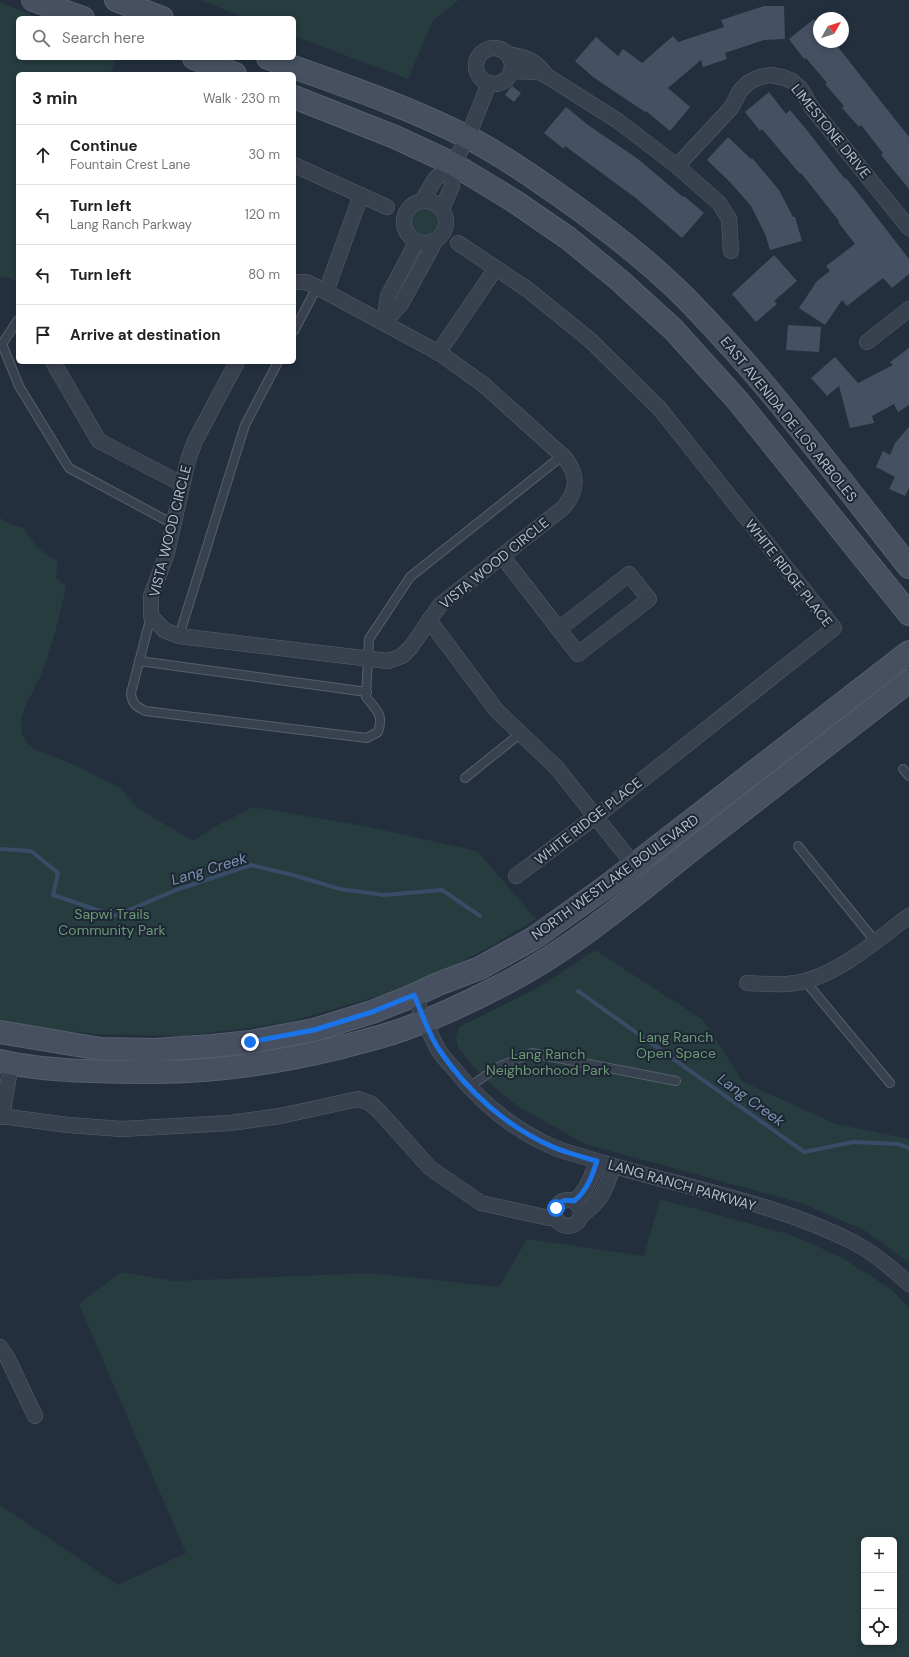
<!DOCTYPE html>
<meta charset="utf-8">
<style>
:root{--surface:#fff;--page:#f2f2f2;--text:#222;--muted:#767676;--line:#e0e0e0}
body{margin:0;font-family:"DM Sans",sans-serif;background:var(--page);color:var(--text)}
.controls{position:absolute;right:12px;bottom:12px;display:grid;overflow:hidden;border-radius:6px;box-shadow:0 2px 6px #0003}
.controls button{width:36px;height:36px;display:grid;place-items:center;padding:0;border:0;border-bottom:1px solid var(--line);background:var(--surface);color:var(--text);font:20px sans-serif}
.compass{position:absolute;left:813px;top:12px;width:36px;height:36px;border-radius:50%;background:var(--surface);box-shadow:0 2px 6px #0003;rotate:51deg}
.stop{position:absolute;width:12px;height:12px;margin:-9px;border:3px solid #1a73e8;border-radius:50%;background:#fff}
.stop.end{background:#1a73e8;border-color:#fff;box-shadow:0 1px 4px #0008}
.list{margin:0;padding:0;list-style:none}
h2{display:flex;justify-content:space-between;align-items:center;height:52px;margin:0;padding:0 16px;font-size:17px}
h2 small{font-size:13px;font-weight:400;color:var(--muted)}
.list li{display:grid;grid-template-columns:26px 1fr auto;gap:12px;align-items:center;box-sizing:border-box;height:60px;padding:0 16px;border-top:1px solid var(--line)}
.list b{display:block;font-size:15px;white-space:nowrap}
.list p{margin:0;font-size:13px;white-space:nowrap;color:var(--muted)}
.list em{font-size:13px;font-style:normal;color:var(--muted)}
.icon{flex:none;width:22px;height:22px;fill:none;stroke:currentColor;stroke-width:2;stroke-linecap:round;stroke-linejoin:round}
.map{position:relative;flex:none;width:909px;height:1657px;overflow:hidden}
.search{position:absolute;background:var(--surface);box-shadow:0 2px 6px #0003;left:16px;top:16px;width:280px;height:44px;display:flex;align-items:center;gap:10px;box-sizing:border-box;padding:0 14px;border-radius:6px;color:var(--muted);font-size:15px}
.panel{position:absolute;background:var(--surface);box-shadow:0 2px 6px #0003;left:16px;top:72px;width:280px;height:292px;border-radius:6px}
.map>svg:first-child{display:block}
.green{fill:#263c3f;fill-rule:evenodd}
.lines{fill:none;stroke-linecap:round;stroke-linejoin:round}
.stream{stroke:#394c67;stroke-width:4}
.building{fill:#455162}
.lane-casing{stroke:#565f6c;stroke-width:10}
.street-casing{stroke:#565f6c;stroke-width:16}
.secondary-casing{stroke:#565f6c;stroke-width:24}
.lane{stroke:#38414e;stroke-width:8}
.street{stroke:#38414e;stroke-width:15}
.secondary{stroke:#465061;stroke-width:22}
.route{stroke:#1a73e8;stroke-width:5}
.labels{text-anchor:middle;stroke-width:4;stroke-linejoin:round;paint-order:stroke}
.street-label{font-size:14px;fill:#b4bcc9;stroke:#1d2633}
.park-label{font-size:14px;fill:#6b9a76;stroke:#1d2633}
.water-label{font-size:15px;font-style:italic;fill:#7c92b1;stroke:#1d2633}
</style>
<div class="map">
<svg width="909" height="1657" viewBox="0 0 909 1657">
<rect width="100%" height="100%" fill="#242f3e"/>
<g class="green">
<polygon points="200,0 459,0 433,20 408,79 294,36 294,18 246,18"/>
<polygon points="0,2 38,18 18,18 18,58 116,58 110,74 18,74 18,278 15,281 10,278 0,276"/>
<circle cx="425" cy="222" r="13"/>
<path d="M0,518L12,525L24,528C32,544 43,553 58,562L56,578L66,586C60,616 52,648 40,677C34,691 21,710 21,725C21,737 27,744 36,750L77,766L120,788L139,809L193,841L216,826L253,807L364,826L477,851L536,919L490,947L441,972L385,994L292,1021L256,1027L183,1036L97,1034L12,1025L0,1022Z"/>
<polygon points="595,950 703,1020 743,1082 836,1124 909,1139 909,1263 864,1230 801,1203 585,1144 519,1107 492,1085 472,1065 459,1049 456,1038 459,1027 536,989"/>
<path d="M660,1199L791,1235L841,1257L892,1290L909,1308V1657H0V1505L118,1585L186,1553L79,1304L121,1272L174,1281L370,1273L499,1287L527,1239L644,1256ZM864,1540H894V1642H864Z"/>
</g>
<g class="lines">
<g class="stream">
<polyline points="0,849 31,851 58,873 53,895 115,916 176,890 251,865 293,875 340,889 384,895 442,890 480,916"/>
<polyline points="578,991 804,1152 853,1142 898,1144 909,1148"/>
</g>
</g>
<g class="building">
<polygon points="764,6 784,6 785,39 764,40 725,53 727,59 703,67 701,60 668,88 690,107 670,131 646,111 645,112 593,77 575,61 596,37 618,56 623,49 642,63 673,36 678,42 724,27 721,20"/>
<polygon points="814,19 819,25 819,42 834,42 909,137 909,189 881,155 883,153 861,125 859,127 842,108 844,106 825,84 827,83 806,58 804,59 789,39"/>
<polygon points="512,86 521,93 514,102 505,95"/>
<polygon points="769,92 786,114 790,110 806,129 845,179 846,178 862,198 909,259 909,274 892,288 883,278 847,306 842,300 825,325 799,308 817,281 830,271 826,266 855,244 838,222 839,221 801,173 800,174 762,129 760,131 745,112"/>
<polygon points="566,107 588,125 638,159 683,197 684,196 704,213 682,238 637,199 565,146 564,149 544,133"/>
<polygon points="728,137 751,159 752,158 779,190 793,217 795,217 802,241 770,250 765,234 751,206 730,182 707,160"/>
<polygon points="774,255 797,281 774,301 777,304 756,322 732,294"/>
<polygon points="788,325 821,327 819,352 786,350"/>
<polygon points="909,348 909,405 898,412 894,404 872,416 874,423 850,428 839,386 827,396 811,378 835,357 858,383 893,365 890,362"/>
<polygon points="909,427 909,488 905,496 889,489 895,477 876,467 883,451 890,455 895,443"/>
</g>
<g class="lines">
<g class="lane-casing">
<g id="lane">
<polyline points="18,320 2,344 19,386 69,468 173,524"/>
<polyline points="294,331 317,287"/>
<path d="M151,616L131,693C132,704 136,706 145,711L367,738L378,732C384,714 377,711 366,697L369,639L410,577L562,456"/>
<polyline points="179,636 245,425 278,362"/>
<polyline points="139,661 367,692"/>
<polyline points="903,769 909,776"/>
<polyline points="465,778 521,733"/>
<polyline points="798,846 875,941"/>
<polyline points="805,981 890,1083"/>
<polyline points="469,1087 498,1067 532,1053 676,1081"/>
</g>
</g>
<g class="street-casing">
<g id="street">
<circle cx="494" cy="66" r="18"/>
<path d="M507,54C526,57 535,60 546,75"/>
<polyline points="511,71 538,72 547,76 618,121 677,166 719,203 729,219 731,251"/>
<polyline points="294,165 387,207"/>
<polyline points="677,166 731,108 740,91 749,82 760,77 770,75 782,77 792,81 801,89 812,108 909,228"/>
<polyline points="422,201 435,179 453,164 468,137 489,83"/>
<circle cx="425" cy="222" r="21"/>
<polyline points="442,209 452,186 453,164"/>
<polyline points="458,243 527,289 590,340 660,409 834,628 608,807 516,876"/>
<polyline points="326,292 361,195"/>
<polyline points="384,323 401,304 436,240"/>
<polyline points="384,323 388,296 417,241"/>
<polyline points="867,342 909,309"/>
<polyline points="438,353 496,268"/>
<polyline points="53,362 99,441 182,484"/>
<path d="M237,362L195,441L188,460L167,553L151,596V616L164,630L179,636L388,661L402,656L411,647L440,605L563,508C578,491 579,476 565,458L484,385L441,354L317,287L306,282H294"/>
<polyline points="502,556 578,654 649,599 629,574 559,629"/>
<polyline points="429,620 497,711 556,767 634,865"/>
<path d="M747,983C766,984 786,986 805,981C843,971 878,939 909,916"/>
<path d="M414,995C422,1013 429,1034 439,1051C443,1057 449,1063 454,1069C481,1103 514,1130 553,1147C567,1153 582,1156 597,1161C680,1187 775,1202 853,1242C874,1253 892,1268 909,1284"/>
<polyline points="0,1116 68,1125 122,1129 230,1123 280,1116 358,1099 370,1103 379,1111 430,1168 481,1203 549,1218 555,1216"/>
<polyline points="2,1117 11,1064"/>
<circle cx="568" cy="1213" r="13"/>
<path d="M574,1201C587,1191 592,1176 597,1161"/>
<path d="M580,1216C601,1202 606,1190 613,1166"/>
<polyline points="0,1347 7,1357 35,1416"/>
</g>
</g>
<g class="secondary-casing">
<g id="secondary">
<polyline points="33,0 83,18"/>
<polyline points="116,0 162,18"/>
<polyline points="194,58 235,74"/>
<path d="M268,58C334,82 405,105 467,137C497,152 529,174 556,193C606,228 656,266 698,311C775,391 840,480 909,567"/>
<polyline points="294,97 395,137 453,164 514,201 568,238 618,279 673,329 738,401 909,614"/>
<polyline points="0,1032 101,1049 154,1050 212,1046 250,1042 314,1030 372,1012 410,997 438,984 480,968 534,938 607,886 909,652"/>
<path d="M0,1061C45,1072 107,1072 154,1072C218,1072 281,1062 342,1047C364,1041 386,1036 407,1028C437,1017 467,1003 496,988C567,953 628,901 689,852C762,795 835,738 909,681"/>
</g>
</g>
<use href="#lane" class="lane"/>
<use href="#street" class="street"/>
<use href="#secondary" class="secondary"/>
</g>
<g class="lines">
<path class="route" d="M250,1042L314,1030L372,1012L414,995C422,1013 429,1036 440,1051C468,1092 507,1127 553,1147C567,1153 582,1157 597,1161C592,1176 587,1191 574,1201C566,1199 560,1200 556,1208"/>
</g>
<g class="labels">
<g class="street-label">
<text transform="translate(831 131) rotate(51)" y="5">LIMESTONE DRIVE</text>
<text transform="translate(789 419) rotate(51)" y="5">EAST AVENIDA DE LOS ARBOLES</text>
<text transform="translate(170 531) rotate(-76)" y="5">VISTA WOOD CIRCLE</text>
<text transform="translate(494 563) rotate(-39)" y="5">VISTA WOOD CIRCLE</text>
<text transform="translate(789 573) rotate(52)" y="5">WHITE RIDGE PLACE</text>
<text transform="translate(588 821) rotate(-38)" y="5">WHITE RIDGE PLACE</text>
<text transform="translate(615 877) rotate(-36)" y="5">NORTH WESTLAKE BOULEVARD</text>
<text transform="translate(682 1185) rotate(16)" y="5">LANG RANCH PARKWAY</text>
</g>
<g class="park-label">
<text x="112" y="919">Sapwi Trails<tspan x="112" dy="16">Community Park</tspan></text>
<text x="676" y="1042">Lang Ranch<tspan x="676" dy="16">Open Space</tspan></text>
<text x="548" y="1059">Lang Ranch<tspan x="548" dy="16">Neighborhood Park</tspan></text>
</g>
<g class="water-label">
<text transform="translate(209 869) rotate(-17)" y="5">Lang Creek</text>
<text transform="translate(751 1100) rotate(36)" y="5">Lang Creek</text>
</g>
</g>
</svg>
<div class="controls">
<button>+</button>
<button>−</button>
<button><svg class="icon" aria-label="locate" viewBox="0 0 24 24"><circle cx="12" cy="12" r="6"/><path d="M12 2v4M12 18v4M2 12h4M18 12h4"/></svg></button>
</div>
<svg class="compass" viewBox="-18 -18 36 36"><path d="M0-13l5 13h-10z" fill="#e53935"/><path d="M0 13l5-13h-10z" fill="#767676"/></svg>
<div class="stop" style="left:556px;top:1208px"></div>
<div class="stop end" style="left:250px;top:1042px"></div>
<div class="search"><svg class="icon" aria-label="search" viewBox="0 0 24 24"><circle cx="10" cy="10" r="6"/><path d="M15 15l6 6"/></svg>Search here</div>
<section class="panel">
<h2>3 min<small>Walk · 230 m</small></h2>
<ul class="list">
<li><svg class="icon" aria-label="ahead" viewBox="0 0 24 24"><path d="M12 20V5M6 11l6-6 6 6"/></svg><div><b>Continue</b><p>Fountain Crest Lane</p></div><em>30 m</em></li>
<li><svg class="icon" aria-label="left" viewBox="0 0 24 24"><path d="M17 20v-9H6M10 6l-5 5 5 5"/></svg><div><b>Turn left</b><p>Lang Ranch Parkway</p></div><em>120 m</em></li>
<li><svg class="icon" aria-label="left" viewBox="0 0 24 24"><path d="M17 20v-9H6M10 6l-5 5 5 5"/></svg><div><b>Turn left</b></div><em>80 m</em></li>
<li><svg class="icon" aria-label="arrive" viewBox="0 0 24 24"><path d="M6 21V4h12l-3 4 3 4H6"/></svg><div><b>Arrive at destination</b></div></li>
</ul>
</section>
</div>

(Task details): Return, from the material above, every line with the word "VISTA".

(Response to the task):
<text transform="translate(170 531) rotate(-76)" y="5">VISTA WOOD CIRCLE</text>
<text transform="translate(494 563) rotate(-39)" y="5">VISTA WOOD CIRCLE</text>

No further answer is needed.